The risk of cesarean delivery after labor induction among women with prior pregnancy complications: a subgroup analysis of the AFFIRM study

Leslie Skeith, Grégoire le Gal, Johanna I. P. de Vries, Saskia Middeldorp, Mariëtte Goddijn, Risto Kaaja, Jean-Christophe Gris, Ida Martinelli, Ekkehard Schleußner, David Petroff, Nicole Langlois, Marc A. Rodger, AFFIRM investigators

Research output: Contribution to journalArticleAcademicpeer-review

Abstract

BACKGROUND: To determine the risk of cesarean delivery after labor induction among patients with prior placenta-mediated pregnancy complications (pre-eclampsia, late pregnancy loss, placental abruption or intrauterine growth restriction). METHODS: The AFFIRM database includes patient level data from 9 randomized controlled trials that evaluated the role of LMWH versus no LMWH during pregnancy to prevent recurrent placenta-mediated pregnancy complications.
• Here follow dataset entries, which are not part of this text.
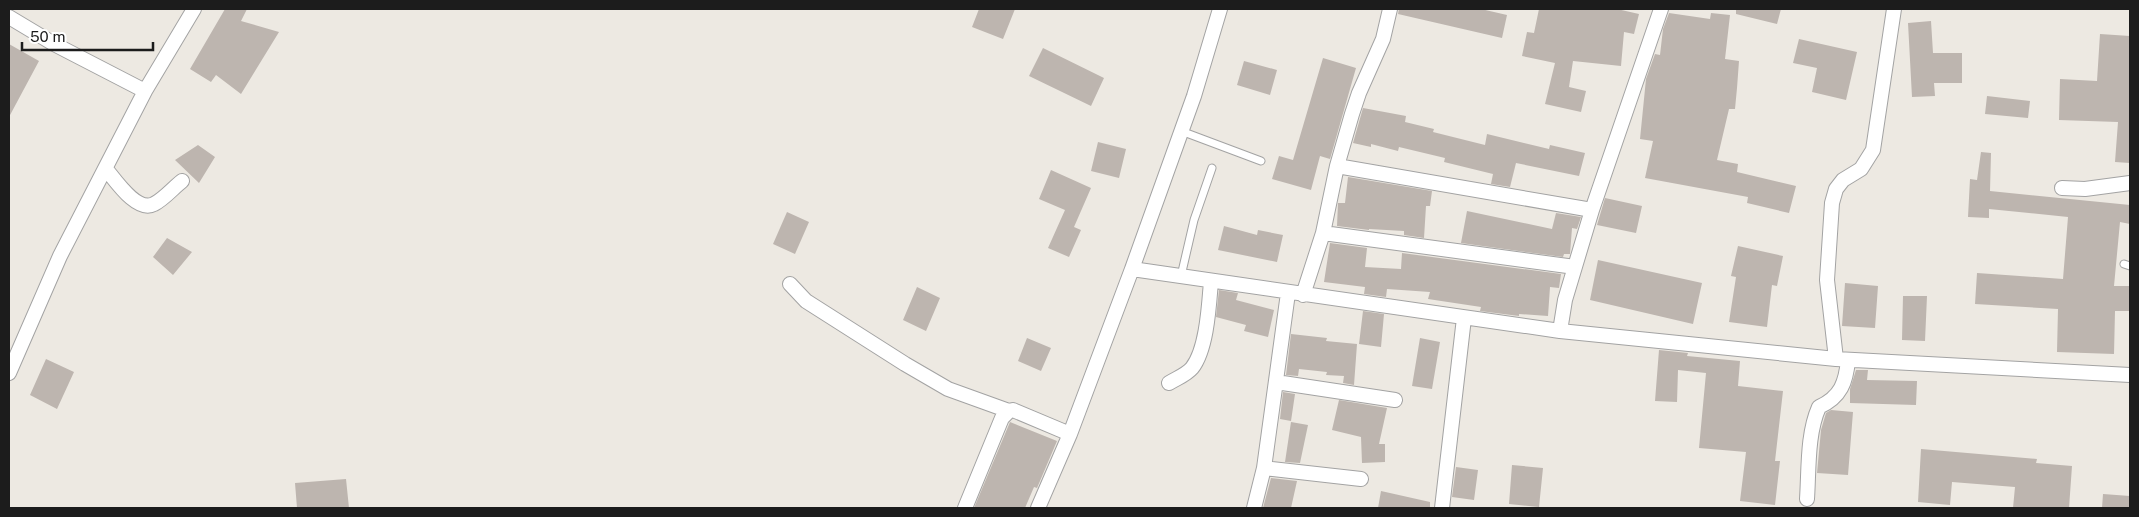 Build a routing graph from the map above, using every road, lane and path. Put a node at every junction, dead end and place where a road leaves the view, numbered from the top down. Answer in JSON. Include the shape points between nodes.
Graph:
{"nodes":[{"id":1,"x":194,"y":9,"type":"edge"},
{"id":2,"x":1390,"y":9,"type":"edge"},
{"id":3,"x":1661,"y":9,"type":"edge"},
{"id":4,"x":1894,"y":9,"type":"edge"},
{"id":5,"x":1217,"y":10,"type":"edge"},
{"id":6,"x":9,"y":16,"type":"edge"},
{"id":7,"x":144,"y":91,"type":"junction"},
{"id":8,"x":1181,"y":131,"type":"junction"},
{"id":9,"x":1261,"y":161,"type":"dead end"},
{"id":10,"x":1337,"y":166,"type":"junction"},
{"id":11,"x":1212,"y":168,"type":"dead end"},
{"id":12,"x":106,"y":169,"type":"junction"},
{"id":13,"x":182,"y":181,"type":"dead end"},
{"id":14,"x":2130,"y":183,"type":"edge"},
{"id":15,"x":2062,"y":188,"type":"dead end"},
{"id":16,"x":1592,"y":210,"type":"junction"},
{"id":17,"x":1322,"y":233,"type":"junction"},
{"id":18,"x":1575,"y":267,"type":"junction"},
{"id":19,"x":1132,"y":269,"type":"junction"},
{"id":20,"x":1181,"y":276,"type":"junction"},
{"id":21,"x":1211,"y":281,"type":"junction"},
{"id":22,"x":790,"y":284,"type":"dead end"},
{"id":23,"x":1288,"y":292,"type":"junction"},
{"id":24,"x":1302,"y":295,"type":"junction"},
{"id":25,"x":1464,"y":318,"type":"junction"},
{"id":26,"x":1560,"y":332,"type":"junction"},
{"id":27,"x":11,"y":359,"type":"edge"},
{"id":28,"x":1842,"y":359,"type":"junction"},
{"id":29,"x":9,"y":373,"type":"edge"},
{"id":30,"x":2130,"y":374,"type":"edge"},
{"id":31,"x":1276,"y":382,"type":"junction"},
{"id":32,"x":1169,"y":383,"type":"dead end"},
{"id":33,"x":1395,"y":400,"type":"dead end"},
{"id":34,"x":1008,"y":411,"type":"junction"},
{"id":35,"x":1070,"y":434,"type":"junction"},
{"id":36,"x":1264,"y":468,"type":"junction"},
{"id":37,"x":1361,"y":479,"type":"dead end"},
{"id":38,"x":1807,"y":499,"type":"dead end"},
{"id":39,"x":965,"y":508,"type":"edge"},
{"id":40,"x":1038,"y":508,"type":"edge"},
{"id":41,"x":1254,"y":508,"type":"edge"},
{"id":42,"x":1442,"y":508,"type":"edge"}],
"edges":[{"from":1,"to":7,"type":"street"},
{"from":2,"to":10,"type":"street","via":[[1383,39],[1359,93]]},
{"from":3,"to":16,"type":"street"},
{"from":4,"to":28,"type":"street","via":[[1873,150],[1861,170],[1843,180],[1836,189],[1832,203],[1828,280]]},
{"from":5,"to":8,"type":"street"},
{"from":6,"to":7,"type":"street","via":[[54,44]]},
{"from":7,"to":12,"type":"street"},
{"from":8,"to":9,"type":"lane"},
{"from":8,"to":19,"type":"street"},
{"from":10,"to":16,"type":"street"},
{"from":10,"to":17,"type":"street"},
{"from":11,"to":20,"type":"lane","via":[[1194,220]]},
{"from":12,"to":13,"type":"street","via":[[135,202],[143,206],[153,205]]},
{"from":12,"to":27,"type":"street"},
{"from":14,"to":15,"type":"street"},
{"from":16,"to":18,"type":"street"},
{"from":17,"to":18,"type":"street"},
{"from":17,"to":24,"type":"street"},
{"from":18,"to":26,"type":"street"},
{"from":19,"to":20,"type":"street"},
{"from":19,"to":35,"type":"street"},
{"from":20,"to":21,"type":"street"},
{"from":21,"to":23,"type":"street"},
{"from":21,"to":32,"type":"street","via":[[1199,356],[1186,374]]},
{"from":22,"to":34,"type":"street","via":[[806,300],[905,364],[948,389]]},
{"from":23,"to":24,"type":"street"},
{"from":23,"to":31,"type":"street"},
{"from":24,"to":25,"type":"street"},
{"from":25,"to":26,"type":"street"},
{"from":25,"to":42,"type":"street"},
{"from":26,"to":28,"type":"street"},
{"from":27,"to":29,"type":"street"},
{"from":28,"to":30,"type":"street"},
{"from":28,"to":38,"type":"street","via":[[1844,385],[1816,413]]},
{"from":31,"to":33,"type":"street"},
{"from":31,"to":36,"type":"street"},
{"from":34,"to":35,"type":"street","via":[[1017,411]]},
{"from":34,"to":39,"type":"street"},
{"from":35,"to":40,"type":"street"},
{"from":36,"to":37,"type":"street"},
{"from":36,"to":41,"type":"street"}]}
The primary outcome of this sub-study was the proportion of women who had an unplanned cesarean delivery after induction of labor compared to after spontaneous labor. RESULTS: There were 512 patients from 7 randomized trials included in our sub-study. There was no difference in the risk of cesarean delivery between women with labor induction (21/148, 14.2%) and spontaneous labor (79/364, 21.7%) (odds ratio (OR) 0.60, 95% CI, 0.35-1.01; p = 0.052). Among 274 women who used LMWH prophylaxis during pregnancy, the risk of cesarean delivery was lower among those that underwent labor induction (9.8%) compared to spontaneous labor (22.4%) (OR 0.38, 95% CI, 0.17-0.84; p = 0.01). CONCLUSIONS: The risk of cesarean delivery is not increased after labor induction among a higher risk patient population with prior pregnancy complications. Our results suggest that women who receive LMWH during pregnancy might benefit from labor induction.
Original languageEnglish
Pages (from-to)455
JournalBMC Pregnancy and Childbirth
Volume19
Issue number1
DOIs
Publication statusPublished - 29 Nov 2019

Cite this

Skeith, Leslie ; le Gal, Grégoire ; de Vries, Johanna I. P. ; Middeldorp, Saskia ; Goddijn, Mariëtte ; Kaaja, Risto ; Gris, Jean-Christophe ; Martinelli, Ida ; Schleußner, Ekkehard ; Petroff, David ; Langlois, Nicole ; Rodger, Marc A. ; AFFIRM investigators. / The risk of cesarean delivery after labor induction among women with prior pregnancy complications: a subgroup analysis of the AFFIRM study. In: BMC Pregnancy and Childbirth. 2019 ; Vol. 19, No. 1. pp. 455.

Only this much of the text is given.